The Stranger's Child
My father had been laid low and effectively silenced by a stroke a year after the War ended; he lived on until 1925, the patient prisoner of a bath chair, his essential geniality apparently undimmed. When he spoke it was in a cheerful language of his own, and with no awareness that the sounds issuing from his mouth were nonsense to his listeners. One saw from his expression that what he was saying was generally fond and amusing. And he appeared to follow our conversation with perfect clarity. It took a great deal of patience in us, and then a certain amount of kindly pretence, to keep up any sustained talk with him. His own demeanour, however, suggested that he drew great satisfaction from these agonizing encounters.
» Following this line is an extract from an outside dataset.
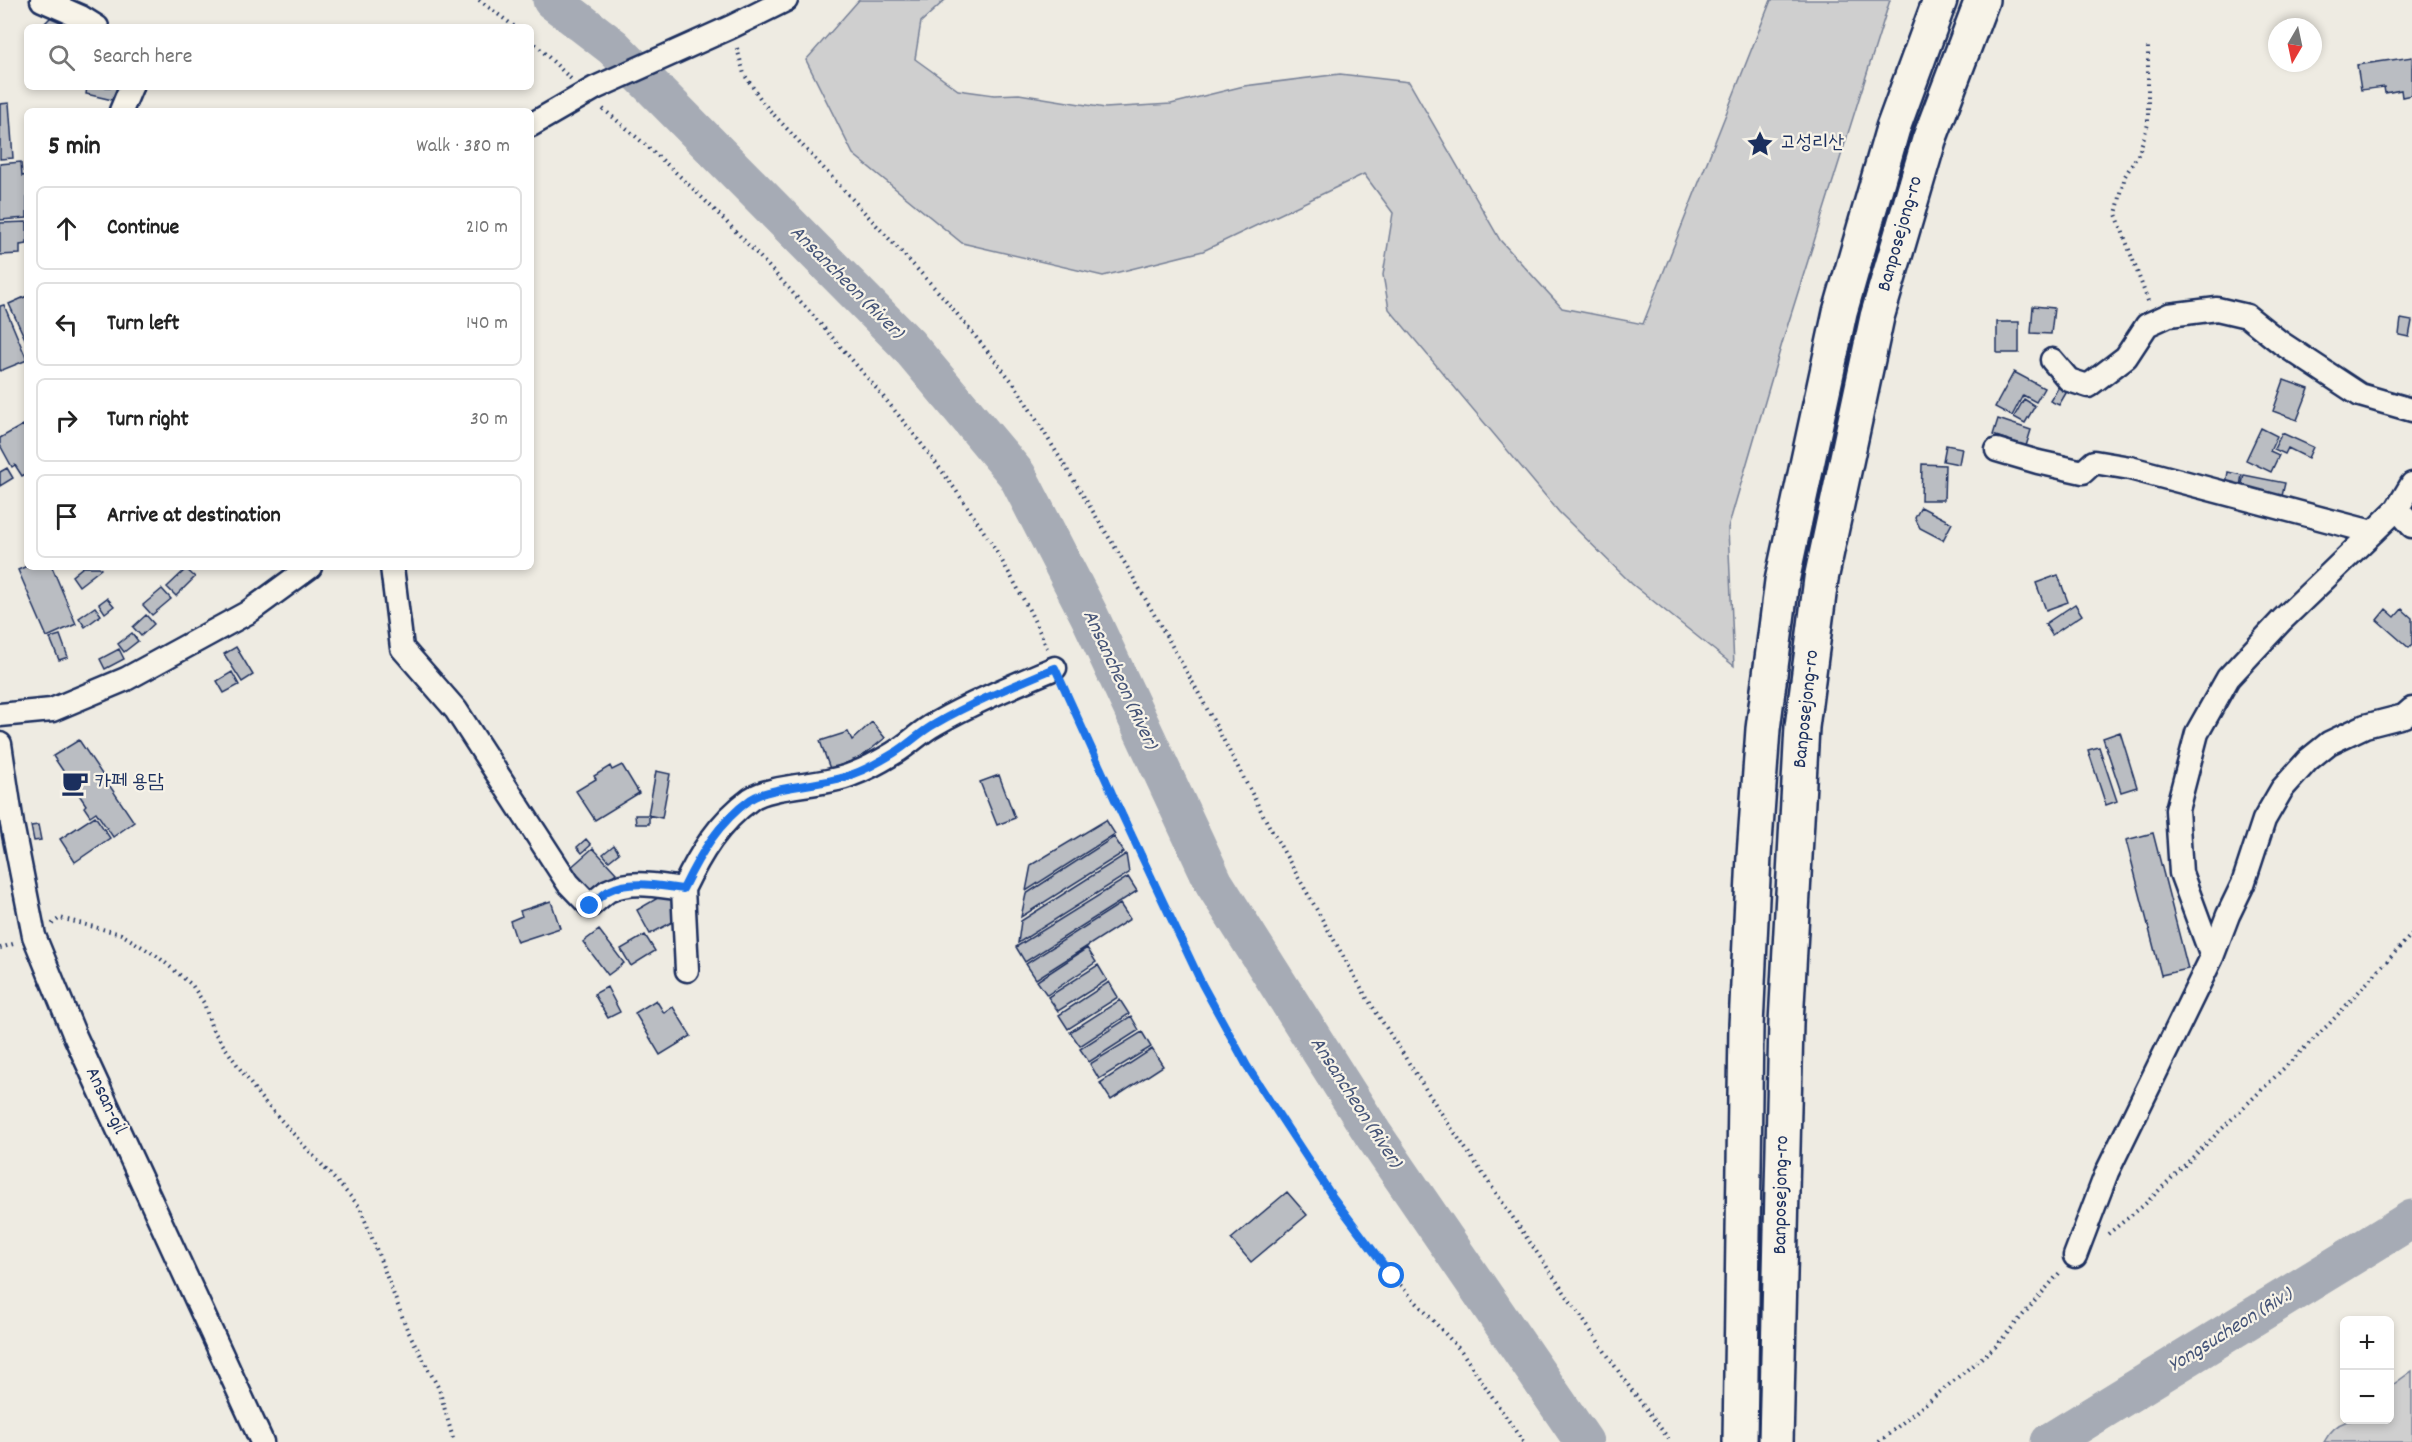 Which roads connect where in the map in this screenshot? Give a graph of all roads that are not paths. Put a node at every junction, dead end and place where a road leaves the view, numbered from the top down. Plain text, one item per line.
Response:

Of course all work on The Incidence of Red Calves Among Black Angus, meant as his major contribution to agricultural science, was suspended for ever. My mother very capably extended her control of domestic life at Corley to that of a large estate; my own efforts to assist her were, if not rebuffed, then treated as impractical and rather tiresome. It was suggested (fancifully, it seemed to me) that my brother Cecil had known all about farming, both ‘horn and corn’ as my mother liked to put it, but that I had never shown any aptitude for the matter. The fact that in due course I must surely take over the running of Corley weighed oddly little with her. I was myself, it is true, a mutilé de guerre, subject to various cautions and exemptions; but idleness did not sit easily with me. Perhaps the silencing of the other writers in our family, the poet and the agronomist, opened a door to the younger son. A psychologist of family life might find some such pattern of subconscious motivations and opportunities. At any rate I looked again at sketches I had published long before in the Cherwell and the Isis, and found myself pleased by their youthful sarcasm. The habit, so familiar to many of us after the War, of thinking of our earlier selves as foreign beings, Arcadian innocents, proved refreshingly a merely partial truth.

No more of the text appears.